• **How to complete this task**:
Find how many lines of the records below contain the word "Camino" and write that number by itself.

(Records supplied begins)

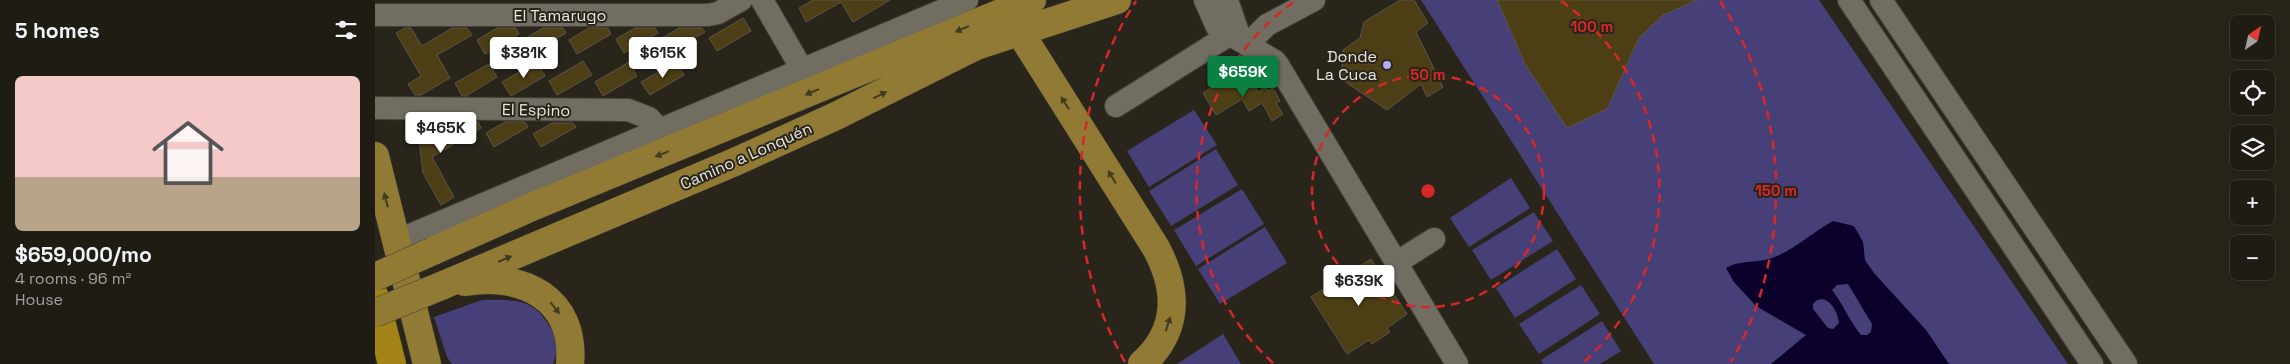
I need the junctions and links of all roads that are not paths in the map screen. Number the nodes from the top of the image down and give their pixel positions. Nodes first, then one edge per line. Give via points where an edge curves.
1 (741, 0) edge
2 (762, 0) edge
3 (967, 0) edge
4 (1032, 0) edge
5 (1117, 0) edge
6 (1205, 0) edge
7 (1227, 0) edge
8 (1314, 0) edge
9 (1849, 0) edge
10 (1881, 0) edge
11 (375, 14) edge
12 (1013, 21) junction
13 (1239, 40) junction
14 (803, 71) junction
15 (1116, 106) dead end
16 (375, 108) edge
17 (660, 130) junction
18 (375, 147) edge
19 (375, 157) edge
20 (1434, 239) dead end
21 (396, 241) junction
22 (1396, 262) junction
23 (375, 277) edge
24 (443, 285) junction
25 (375, 297) edge
26 (375, 313) edge
27 (392, 364) edge
28 (427, 364) edge
29 (570, 364) edge
30 (1142, 364) edge
31 (1457, 364) edge
32 (2092, 364) edge
33 (2126, 364) edge

1 - 11 street, El Tamarugo via 708,15
2 - 14 street
3 - 14 street
4 - 12 main road, Camino a Lonquén
5 - 12 main road, Camino a Lonquén
6 - 13 street via 1217,27
7 - 13 street
8 - 13 street
9 - 32 street
10 - 33 street
12 -> 23 main road, Camino a Lonquén, bridge via 534,206
24 -> 12 main road, Camino a Lonquén via 836,116 976,46
30 -> 12 main road via 1162,339 1170,318 1173,296 1168,272 1149,236
13 - 15 street
13 - 22 street via 1278,65
14 - 17 street
16 - 17 street, El Espino via 628,110 649,118
17 - 21 street
18 - 19 main road
21 -> 19 main road
20 - 22 street
21 - 28 main road
22 - 31 street
24 - 26 main road, Camino a Lonquén, bridge
24 -> 29 main road via 475,280 503,281 523,285 542,294 565,323 571,349
25 - 27 highway

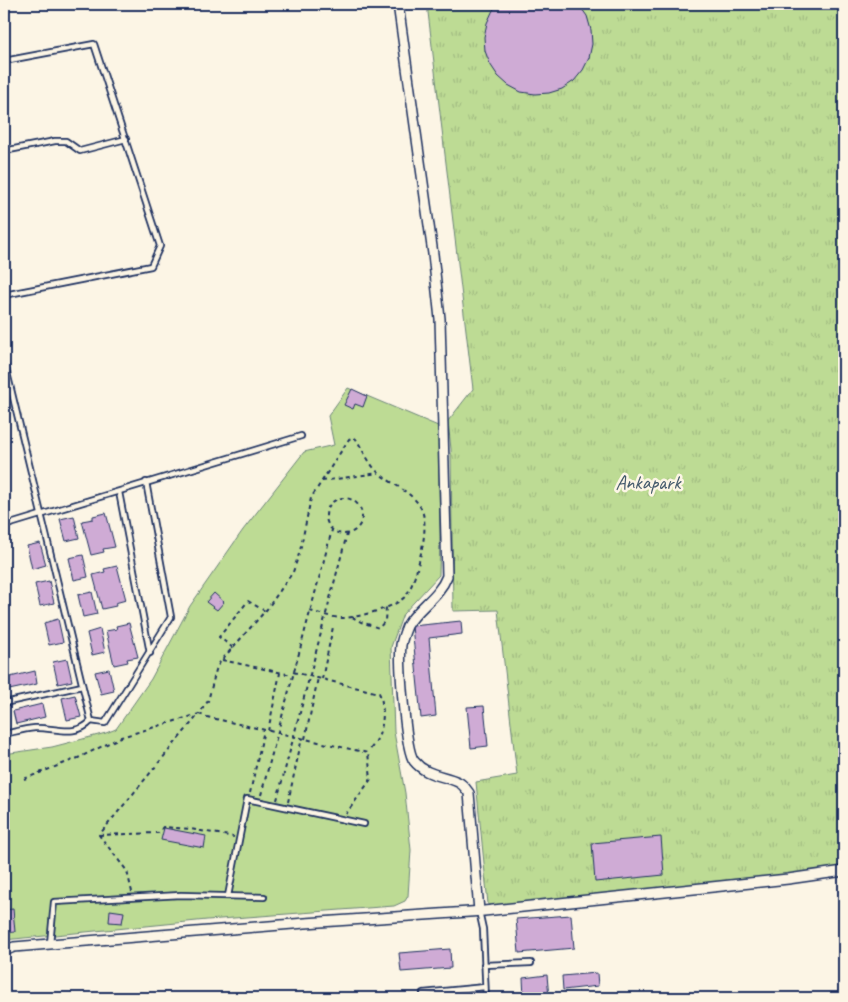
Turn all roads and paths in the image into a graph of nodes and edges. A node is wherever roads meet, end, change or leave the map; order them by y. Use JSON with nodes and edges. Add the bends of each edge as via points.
{"nodes":[{"id":1,"x":398,"y":4,"type":"edge"},
{"id":2,"x":4,"y":61,"type":"edge"},
{"id":3,"x":126,"y":139,"type":"junction"},
{"id":4,"x":4,"y":151,"type":"edge"},
{"id":5,"x":4,"y":295,"type":"edge"},
{"id":6,"x":4,"y":360,"type":"edge"},
{"id":7,"x":301,"y":436,"type":"dead end"},
{"id":8,"x":378,"y":473,"type":"junction"},
{"id":9,"x":322,"y":481,"type":"junction"},
{"id":10,"x":146,"y":482,"type":"junction"},
{"id":11,"x":119,"y":492,"type":"junction"},
{"id":12,"x":40,"y":515,"type":"junction"},
{"id":13,"x":4,"y":526,"type":"edge"},
{"id":14,"x":332,"y":530,"type":"junction"},
{"id":15,"x":347,"y":534,"type":"junction"},
{"id":16,"x":386,"y":607,"type":"junction"},
{"id":17,"x":265,"y":611,"type":"junction"},
{"id":18,"x":310,"y":611,"type":"junction"},
{"id":19,"x":326,"y":615,"type":"junction"},
{"id":20,"x":352,"y":617,"type":"junction"},
{"id":21,"x":333,"y":627,"type":"dead end"},
{"id":22,"x":233,"y":648,"type":"junction"},
{"id":23,"x":150,"y":654,"type":"junction"},
{"id":24,"x":222,"y":660,"type":"junction"},
{"id":25,"x":280,"y":673,"type":"junction"},
{"id":26,"x":292,"y":674,"type":"junction"},
{"id":27,"x":309,"y":676,"type":"junction"},
{"id":28,"x":318,"y":678,"type":"junction"},
{"id":29,"x":322,"y":679,"type":"junction"},
{"id":30,"x":82,"y":686,"type":"junction"},
{"id":31,"x":4,"y":703,"type":"edge"},
{"id":32,"x":198,"y":714,"type":"junction"},
{"id":33,"x":91,"y":721,"type":"junction"},
{"id":34,"x":264,"y":730,"type":"junction"},
{"id":35,"x":268,"y":731,"type":"junction"},
{"id":36,"x":277,"y":733,"type":"junction"},
{"id":37,"x":4,"y":734,"type":"edge"},
{"id":38,"x":294,"y":736,"type":"junction"},
{"id":39,"x":303,"y":739,"type":"junction"},
{"id":40,"x":368,"y":753,"type":"junction"},
{"id":41,"x":24,"y":779,"type":"dead end"},
{"id":42,"x":249,"y":800,"type":"junction"},
{"id":43,"x":259,"y":802,"type":"junction"},
{"id":44,"x":276,"y":805,"type":"junction"},
{"id":45,"x":287,"y":808,"type":"junction"},
{"id":46,"x":342,"y":820,"type":"junction"},
{"id":47,"x":364,"y":824,"type":"dead end"},
{"id":48,"x":98,"y":835,"type":"junction"},
{"id":49,"x":239,"y":838,"type":"junction"},
{"id":50,"x":844,"y":870,"type":"edge"},
{"id":51,"x":228,"y":896,"type":"junction"},
{"id":52,"x":134,"y":897,"type":"junction"},
{"id":53,"x":264,"y":897,"type":"dead end"},
{"id":54,"x":479,"y":911,"type":"junction"},
{"id":55,"x":50,"y":944,"type":"junction"},
{"id":56,"x":4,"y":951,"type":"edge"},
{"id":57,"x":531,"y":963,"type":"dead end"},
{"id":58,"x":484,"y":965,"type":"junction"},
{"id":59,"x":485,"y":987,"type":"junction"},
{"id":60,"x":423,"y":993,"type":"dead end"},
{"id":61,"x":486,"y":998,"type":"edge"}],
"edges":[{"from":1,"to":54,"type":"street","via":[[440,319],[448,576],[443,588],[406,628],[401,645],[404,706],[408,749],[413,760],[426,772],[460,783],[469,793]]},
{"from":2,"to":3,"type":"lane","via":[[94,44]]},
{"from":3,"to":4,"type":"lane","via":[[80,151],[66,141]]},
{"from":3,"to":5,"type":"lane","via":[[160,246],[151,266]]},
{"from":6,"to":12,"type":"lane"},
{"from":7,"to":10,"type":"lane"},
{"from":8,"to":9,"type":"path"},
{"from":8,"to":9,"type":"path","via":[[356,439],[350,438]]},
{"from":8,"to":16,"type":"path","via":[[418,503],[424,520],[419,562],[408,593]]},
{"from":9,"to":17,"type":"path","via":[[311,498],[293,572]]},
{"from":10,"to":11,"type":"lane"},
{"from":10,"to":23,"type":"lane","via":[[171,617]]},
{"from":11,"to":12,"type":"lane"},
{"from":11,"to":23,"type":"lane"},
{"from":12,"to":13,"type":"lane"},
{"from":12,"to":30,"type":"lane"},
{"from":14,"to":15,"type":"path","via":[[337,534]]},
{"from":14,"to":15,"type":"path","via":[[326,519],[328,507],[338,499],[350,499],[360,507],[362,520],[355,530]]},
{"from":14,"to":18,"type":"path"},
{"from":15,"to":19,"type":"path"},
{"from":16,"to":20,"type":"path"},
{"from":16,"to":20,"type":"path","via":[[385,621],[379,628]]},
{"from":17,"to":22,"type":"path"},
{"from":17,"to":22,"type":"path","via":[[248,601],[219,636]]},
{"from":18,"to":19,"type":"path"},
{"from":18,"to":26,"type":"path"},
{"from":19,"to":20,"type":"path"},
{"from":19,"to":27,"type":"path"},
{"from":21,"to":29,"type":"path"},
{"from":22,"to":24,"type":"path"},
{"from":23,"to":33,"type":"lane","via":[[105,723]]},
{"from":24,"to":25,"type":"path"},
{"from":24,"to":32,"type":"path","via":[[208,701]]},
{"from":25,"to":26,"type":"path"},
{"from":25,"to":35,"type":"path"},
{"from":26,"to":27,"type":"path"},
{"from":26,"to":36,"type":"path"},
{"from":27,"to":28,"type":"path"},
{"from":27,"to":38,"type":"path"},
{"from":28,"to":29,"type":"path"},
{"from":28,"to":39,"type":"path"},
{"from":29,"to":40,"type":"path","via":[[376,691],[381,695],[382,727]]},
{"from":30,"to":31,"type":"lane"},
{"from":30,"to":33,"type":"lane"},
{"from":32,"to":34,"type":"path"},
{"from":32,"to":41,"type":"path","via":[[121,737]]},
{"from":32,"to":48,"type":"path"},
{"from":33,"to":37,"type":"lane","via":[[84,728],[73,731],[32,728]]},
{"from":34,"to":35,"type":"path"},
{"from":34,"to":42,"type":"path"},
{"from":35,"to":36,"type":"path"},
{"from":36,"to":38,"type":"path"},
{"from":36,"to":43,"type":"path"},
{"from":38,"to":39,"type":"path"},
{"from":38,"to":44,"type":"path"},
{"from":39,"to":40,"type":"path"},
{"from":39,"to":45,"type":"path"},
{"from":40,"to":46,"type":"path","via":[[371,779]]},
{"from":42,"to":43,"type":"lane"},
{"from":42,"to":49,"type":"lane"},
{"from":43,"to":44,"type":"lane"},
{"from":44,"to":45,"type":"lane"},
{"from":45,"to":46,"type":"lane"},
{"from":46,"to":47,"type":"lane"},
{"from":48,"to":49,"type":"path","via":[[158,833],[163,827]]},
{"from":48,"to":52,"type":"path","via":[[127,871]]},
{"from":49,"to":51,"type":"lane"},
{"from":50,"to":54,"type":"street","via":[[788,879]]},
{"from":51,"to":52,"type":"lane"},
{"from":51,"to":53,"type":"lane"},
{"from":52,"to":55,"type":"lane","via":[[54,902]]},
{"from":54,"to":55,"type":"street"},
{"from":54,"to":58,"type":"lane"},
{"from":55,"to":56,"type":"street"},
{"from":57,"to":58,"type":"lane"},
{"from":58,"to":59,"type":"lane"},
{"from":59,"to":60,"type":"lane"},
{"from":59,"to":61,"type":"lane"}]}
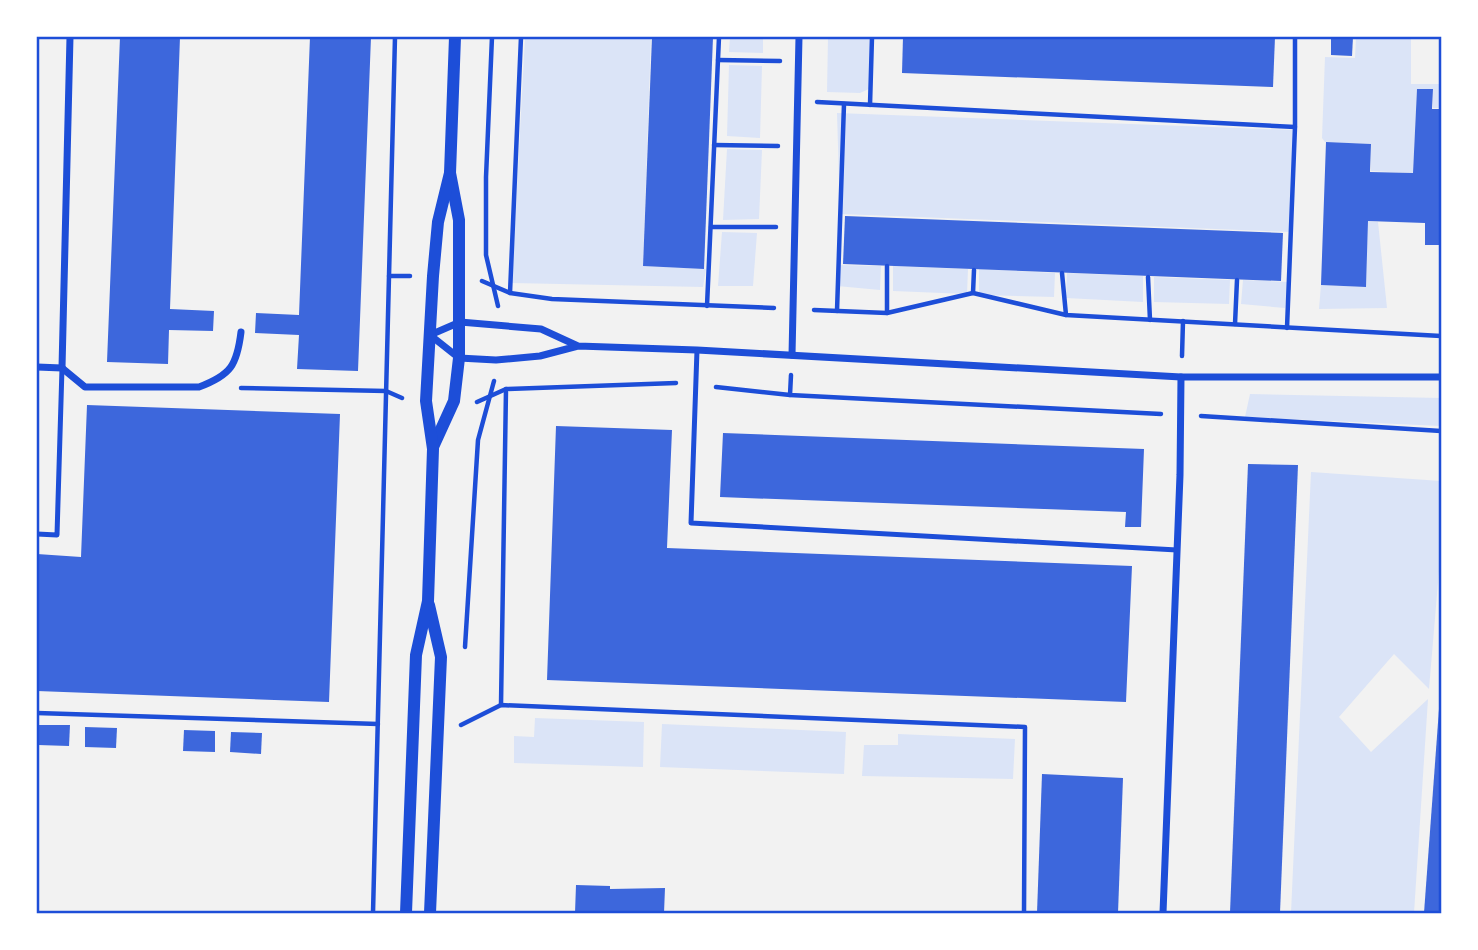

(Records supplied ends)

• **Solution to this exercise**:
5